DEREK JARMAN: EL DESOBEDIENTE

por - Ensayos
22 Jul, 2018 04:10 | Sin comentarios
Derek Jarman, un cineasta inclasificable, siempre vigente y representante de una tradición que ya no tiene muchos herederos. Aquí, una aproximación (deficiente) a su obra.

Un poco antes de morir de SIDA, Derek Jarman escribió en su magnífico Croma. Un libro de color: “Soy una reina varonil… una psicomarica, un heterodaimon perverso, un hombre lésbico… Soy un No Gay”. El cineasta, pintor y escritor podía apelar a la autorreferencia, pero en el empleo de ese recurso, paradójicamente, poco tenía de narcisista. Él estaba en sus párrafos, pinturas y planos como quien se descubre en una foto entre la multitud; la enunciación en primera persona era antes que nada un principio de confesión, como si dijera: “A través de mí pasa este mundo violento y hermoso”. ¿Quién podría adjudicarle a la extraordinaria Blue (1993) un ápice de exhibicionismo?

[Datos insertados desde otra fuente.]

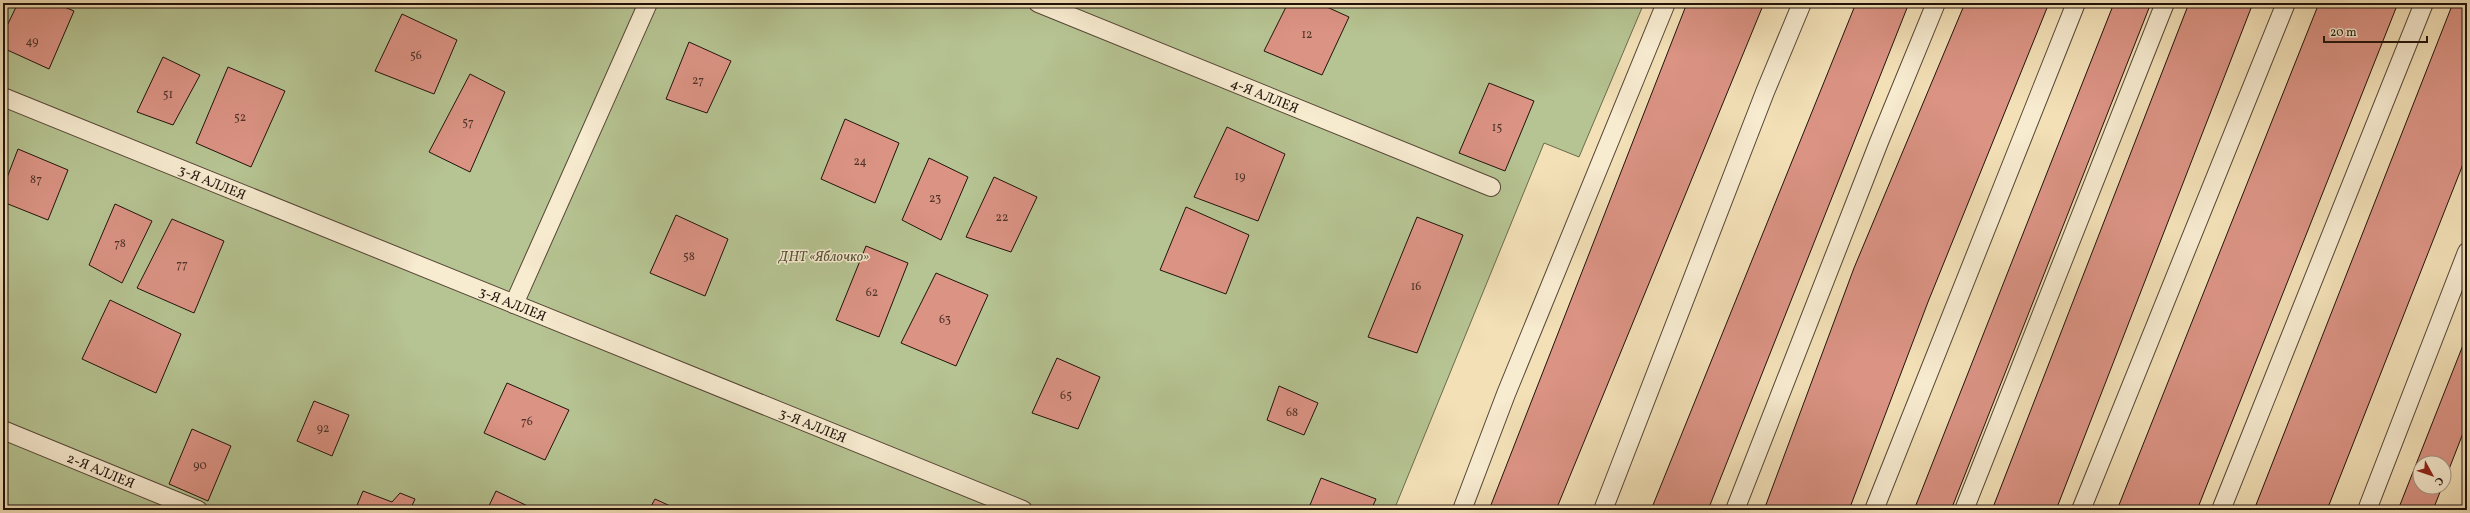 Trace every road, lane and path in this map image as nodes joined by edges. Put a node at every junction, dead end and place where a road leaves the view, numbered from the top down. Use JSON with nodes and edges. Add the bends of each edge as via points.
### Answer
{"nodes":[{"id":1,"x":648,"y":3,"type":"edge"},
{"id":2,"x":1038,"y":3,"type":"edge"},
{"id":3,"x":1666,"y":3,"type":"edge"},
{"id":4,"x":1802,"y":3,"type":"edge"},
{"id":5,"x":1936,"y":3,"type":"edge"},
{"id":6,"x":2076,"y":3,"type":"edge"},
{"id":7,"x":2165,"y":3,"type":"edge"},
{"id":8,"x":2286,"y":3,"type":"edge"},
{"id":9,"x":2424,"y":3,"type":"edge"},
{"id":10,"x":3,"y":97,"type":"edge"},
{"id":11,"x":1491,"y":187,"type":"dead end"},
{"id":12,"x":2467,"y":252,"type":"edge"},
{"id":13,"x":514,"y":304,"type":"junction"},
{"id":14,"x":3,"y":430,"type":"edge"},
{"id":15,"x":198,"y":510,"type":"edge"},
{"id":16,"x":1023,"y":510,"type":"edge"},
{"id":17,"x":1462,"y":510,"type":"edge"},
{"id":18,"x":1603,"y":510,"type":"edge"},
{"id":19,"x":1736,"y":510,"type":"edge"},
{"id":20,"x":1874,"y":510,"type":"edge"},
{"id":21,"x":1964,"y":510,"type":"edge"},
{"id":22,"x":2081,"y":510,"type":"edge"},
{"id":23,"x":2221,"y":510,"type":"edge"},
{"id":24,"x":2367,"y":510,"type":"edge"}],
"edges":[{"from":1,"to":13,"type":"lane"},
{"from":2,"to":11,"type":"lane","name":"4-Я АЛЛЕЯ"},
{"from":3,"to":17,"type":"lane","via":[[1506,394]]},
{"from":4,"to":18,"type":"lane"},
{"from":5,"to":19,"type":"lane"},
{"from":6,"to":20,"type":"lane"},
{"from":7,"to":21,"type":"lane"},
{"from":8,"to":22,"type":"lane"},
{"from":9,"to":23,"type":"lane"},
{"from":10,"to":13,"type":"lane","name":"3-Я АЛЛЕЯ"},
{"from":12,"to":24,"type":"lane"},
{"from":13,"to":16,"type":"lane","name":"3-Я АЛЛЕЯ"},
{"from":14,"to":15,"type":"lane","name":"2-Я АЛЛЕЯ"}]}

Nacido un 31 de enero de 1942, en Northwood, Middlesex, en las afueras de Londres, pasó por la universidad siguiendo el imperativo paterno y estudió primero Historia e Historia del Arte, lo que explica en parte la erudición que asoma en sus escritos, saberes que también se observan en las múltiples referencias culturales de sus películas. El saber nunca vindica lo que se busca decir o mostrar, más bien constituye un fondo estimulante del que se puede abrevar si se ha sorteado la repetición inerte de una tradición. El reiterado motivo visual en The Garden (1990), en el que un grupo de maestros golpean con una vara la mesa y algunos libros mientras un niño anota en un pizarrón, escena que también se puede rastrear en Wittgenstein (1993), glosa la relación de Jarman con la tradición: no se la puede (ni debe) ignorar, pero tampoco se le debe obedecer.

En efecto, lo que Jarman hacía con los sonetos de Shakespeare (The Angelic Conversation), los temas musicales de Benjamin Britten (War Requiem) y la literatura cristiana no es lo que se espera de un letrado (Sebastiane o The Garden): a los signos consagrados los libera de sus referencias y así indaga cuestiones inesperadas. He aquí el verdadero costado punk de todos sus filmes y en especial de Jubilee (1978). Los protagonistas pueden lucir caballeras de múltiples colores, vivir comunitariamente, practicar sexo colectivo y patear a un par de policías, pero la naturaleza desobediente de la poética de Jarman está en los indebidos usos de la alta cultura. La escena clave de Jubilee es aquella en la que el joven músico punk se enfrenta con el Friso de Parnaso en el Albert Memorial de Londres e identifica las figuras de Gluck, Bach, Beethoven, Mozart y Handel. ¿No es exactamente lo mismo lo que sucedía en Sebastiane (1976), un filme que escandalizó por su abierta celebración del homoerotismo, en el que sus actores hablaban exclusivamente en latín?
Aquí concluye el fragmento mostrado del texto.